HBO series “Euphoria” finishes its second season without a conclusive, properly paced plot.
For the past eight weeks, Sunday has been known to many as “‘Euphoria’ Day.” For fans of the hit HBO original series, each week they could anticipate a new episode where their favorite (or least favorite) characters would undoubtedly make a new string of life-altering decisions. For many TV shows chronicling the experience of high school students, such decisions may not be so serious to those existing outside of their close circles, but “Euphoria” steps outside of the usual high school hum-drum to tackle how today’s youth might handle grief, drug addiction and complicated matters of personal identity. Complete with trendy outfits, a catchy soundtrack, powerful performances and lots of glitter, “Euphoria” has managed to take popular culture by storm once again in 2022 for its second season.
Fans waited patiently for the arrival of “Euphoria’s” second season after its smash debut in 2019, but many were upset to realize that episodes would be released weekly, rather than all at once as they had been before. Despite the initial disappointment surrounding this decision, such a schedule seemed to work well not only for promotion of the show, but for the experience of its viewers as well.
The weekly release helped to build excitement for each episode, made the results of each plot more satisfying when they were finally revealed and gave the audience something new to look forward to each Sunday. It also seemed to help develop a more tight-knit culture surrounding the show, as the internet exploded in memes before and after each episode, either reacting to what had happened or predicting what would happen next. It helped to enhance the in-person experience as well, planning watch parties with friends for each new episode or texting one another every time something shocking happened. My go-to question after every weekend started to become, “What did you think of the new episode?”
The trailer for season two promised a plethora of new plotlines to keep each character moving through their respective relationships and struggles, and the season delivered on this front … sort of. Although there were many new conflicts introduced as well as several new characters, only one or two problems seemed to reach a conclusion by the final episode.

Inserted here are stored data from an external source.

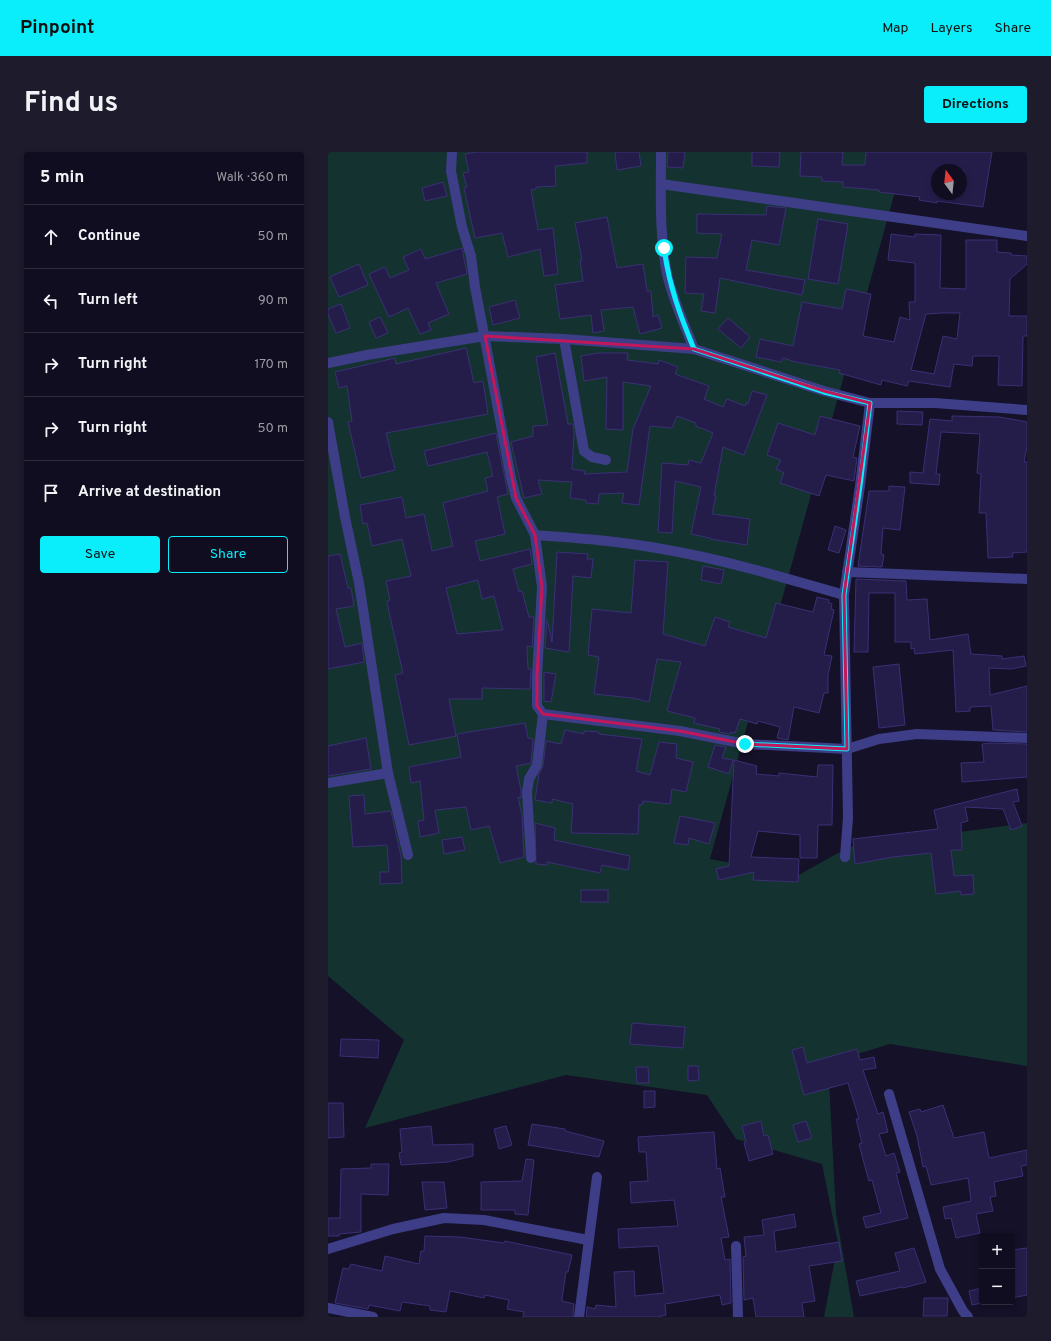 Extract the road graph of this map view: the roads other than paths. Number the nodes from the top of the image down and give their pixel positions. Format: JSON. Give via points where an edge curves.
{"nodes":[{"id":1,"x":452,"y":152,"type":"edge"},
{"id":2,"x":661,"y":152,"type":"edge"},
{"id":3,"x":661,"y":184,"type":"junction"},
{"id":4,"x":1027,"y":236,"type":"edge"},
{"id":5,"x":485,"y":336,"type":"junction"},
{"id":6,"x":564,"y":339,"type":"junction"},
{"id":7,"x":694,"y":349,"type":"junction"},
{"id":8,"x":328,"y":363,"type":"edge"},
{"id":9,"x":870,"y":403,"type":"junction"},
{"id":10,"x":1027,"y":410,"type":"edge"},
{"id":11,"x":328,"y":422,"type":"edge"},
{"id":12,"x":606,"y":460,"type":"dead end"},
{"id":13,"x":535,"y":535,"type":"junction"},
{"id":14,"x":847,"y":572,"type":"junction"},
{"id":15,"x":1027,"y":579,"type":"edge"},
{"id":16,"x":844,"y":595,"type":"junction"},
{"id":17,"x":543,"y":714,"type":"junction"},
{"id":18,"x":1027,"y":738,"type":"edge"},
{"id":19,"x":847,"y":749,"type":"junction"},
{"id":20,"x":388,"y":773,"type":"junction"},
{"id":21,"x":328,"y":783,"type":"edge"},
{"id":22,"x":408,"y":855,"type":"dead end"},
{"id":23,"x":845,"y":857,"type":"dead end"},
{"id":24,"x":531,"y":858,"type":"dead end"},
{"id":25,"x":889,"y":1094,"type":"dead end"},
{"id":26,"x":597,"y":1176,"type":"dead end"},
{"id":27,"x":588,"y":1240,"type":"junction"},
{"id":28,"x":736,"y":1246,"type":"dead end"},
{"id":29,"x":328,"y":1249,"type":"edge"},
{"id":30,"x":328,"y":1308,"type":"edge"},
{"id":31,"x":373,"y":1317,"type":"edge"},
{"id":32,"x":579,"y":1317,"type":"edge"},
{"id":33,"x":738,"y":1317,"type":"edge"},
{"id":34,"x":968,"y":1317,"type":"edge"}],
"edges":[{"from":1,"to":5,"type":"street","via":[[451,171],[462,227],[471,256]]},
{"from":2,"to":3,"type":"street"},
{"from":3,"to":4,"type":"street"},
{"from":3,"to":7,"type":"street","via":[[667,273],[675,304]]},
{"from":5,"to":6,"type":"street"},
{"from":5,"to":8,"type":"street"},
{"from":5,"to":13,"type":"street","via":[[516,498]]},
{"from":6,"to":7,"type":"street"},
{"from":6,"to":12,"type":"street","via":[[584,451],[592,458]]},
{"from":7,"to":9,"type":"street","via":[[824,392]]},
{"from":9,"to":10,"type":"street"},
{"from":9,"to":14,"type":"street"},
{"from":11,"to":20,"type":"street","via":[[362,598]]},
{"from":13,"to":16,"type":"street","via":[[663,549]]},
{"from":13,"to":17,"type":"street","via":[[542,587],[537,706]]},
{"from":14,"to":15,"type":"street"},
{"from":14,"to":16,"type":"street"},
{"from":16,"to":19,"type":"street"},
{"from":17,"to":19,"type":"street","via":[[680,732],[745,744]]},
{"from":17,"to":24,"type":"street","via":[[537,765],[529,779],[526,792]]},
{"from":18,"to":19,"type":"street","via":[[917,734],[879,739]]},
{"from":19,"to":23,"type":"street","via":[[848,818]]},
{"from":20,"to":21,"type":"street"},
{"from":20,"to":22,"type":"street"},
{"from":25,"to":34,"type":"street","via":[[940,1269]]},
{"from":26,"to":27,"type":"street"},
{"from":27,"to":29,"type":"street","via":[[484,1220],[444,1218],[393,1229]]},
{"from":27,"to":32,"type":"street"},
{"from":28,"to":33,"type":"street"},
{"from":30,"to":31,"type":"street"}]}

My number one critique as I cycled through the show was that in every episode it felt as if so much happened, but not a single loose end was tied. In several instances it took the entire season to reach the climax of a certain situation, leaving no time for the situation to reach its peak while also being resolved. The pacing felt very slow, feeling even slower because of the weekly release of episodes.
The entire season felt very “middle,” and in my opinion the middle is always the worst part. Season one set the audience up for an exciting story while focusing on making sure we could get to know the characters. Season two seems to have taken those characters, shaken them up a bit and given them a lot to work on. For some this meant new relationships, the demise of old ones, and further struggles with issues that have haunted them since season one. Although this sets the stage for an exciting season three, which has already been confirmed by HBO, it left season two with little to be desired, especially after such a long wait for its release.

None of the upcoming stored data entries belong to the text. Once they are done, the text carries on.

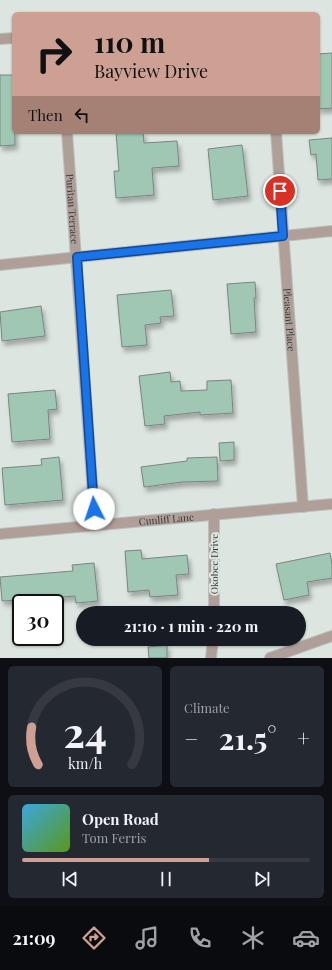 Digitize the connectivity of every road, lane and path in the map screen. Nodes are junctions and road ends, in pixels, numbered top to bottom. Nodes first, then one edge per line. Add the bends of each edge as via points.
1 (12, 38) edge
2 (0, 40) edge
3 (67, 134) edge
4 (276, 134) edge
5 (332, 232) edge
6 (283, 236) junction
7 (77, 257) junction
8 (0, 265) edge
9 (332, 504) edge
10 (303, 507) junction
11 (214, 514) junction
12 (95, 525) junction
13 (0, 534) edge
14 (214, 606) edge
15 (332, 636) edge
16 (212, 646) edge
17 (287, 656) edge
18 (211, 658) edge
19 (270, 658) edge

1 - 2 street
3 - 7 street, Puritan Terrace
4 - 6 street, Pleasant Place
5 - 6 street
6 - 7 street
6 - 10 street, Pleasant Place
7 - 8 street
7 - 12 street, Puritan Terrace
9 - 10 street, Cunliff Lane
10 - 11 street, Cunliff Lane
11 - 12 street, Cunliff Lane
11 - 14 street, Okobee Drive
12 - 13 street, Cunliff Lane
15 - 17 street
16 - 18 street
17 - 19 street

Despite losing some of the excitement and charm that the first season used to grip its viewers, season two of “Euphoria” was by no means a bad season. At the end of the day, the show’s characters made up for the moments where the show sometimes lacked in plot, as we were able to learn more about the characters, meet new ones and watch relationships develop or fall apart.
Many fans praised the increased screen time of certain characters, and in several instances their development accounted for much of the excitement surrounding the season. The performance from the actors behind each character helped to sell the show more than ever in this season, with stunning performances most notably from actresses Zendaya and Sydney Sweeney. The quality of acting within the show, as well as production, design and the show’s signature aesthetic ensured that season two was just as successful as season one, and still as enjoyable for viewers to watch. Even if the plot (or sometimes lack thereof) is of little interest to you, “Euphoria” is worth the time because of its quality of production and the experimental approach it takes to the typical high school drama.
“Euphoria” is available to watch on HBOMax.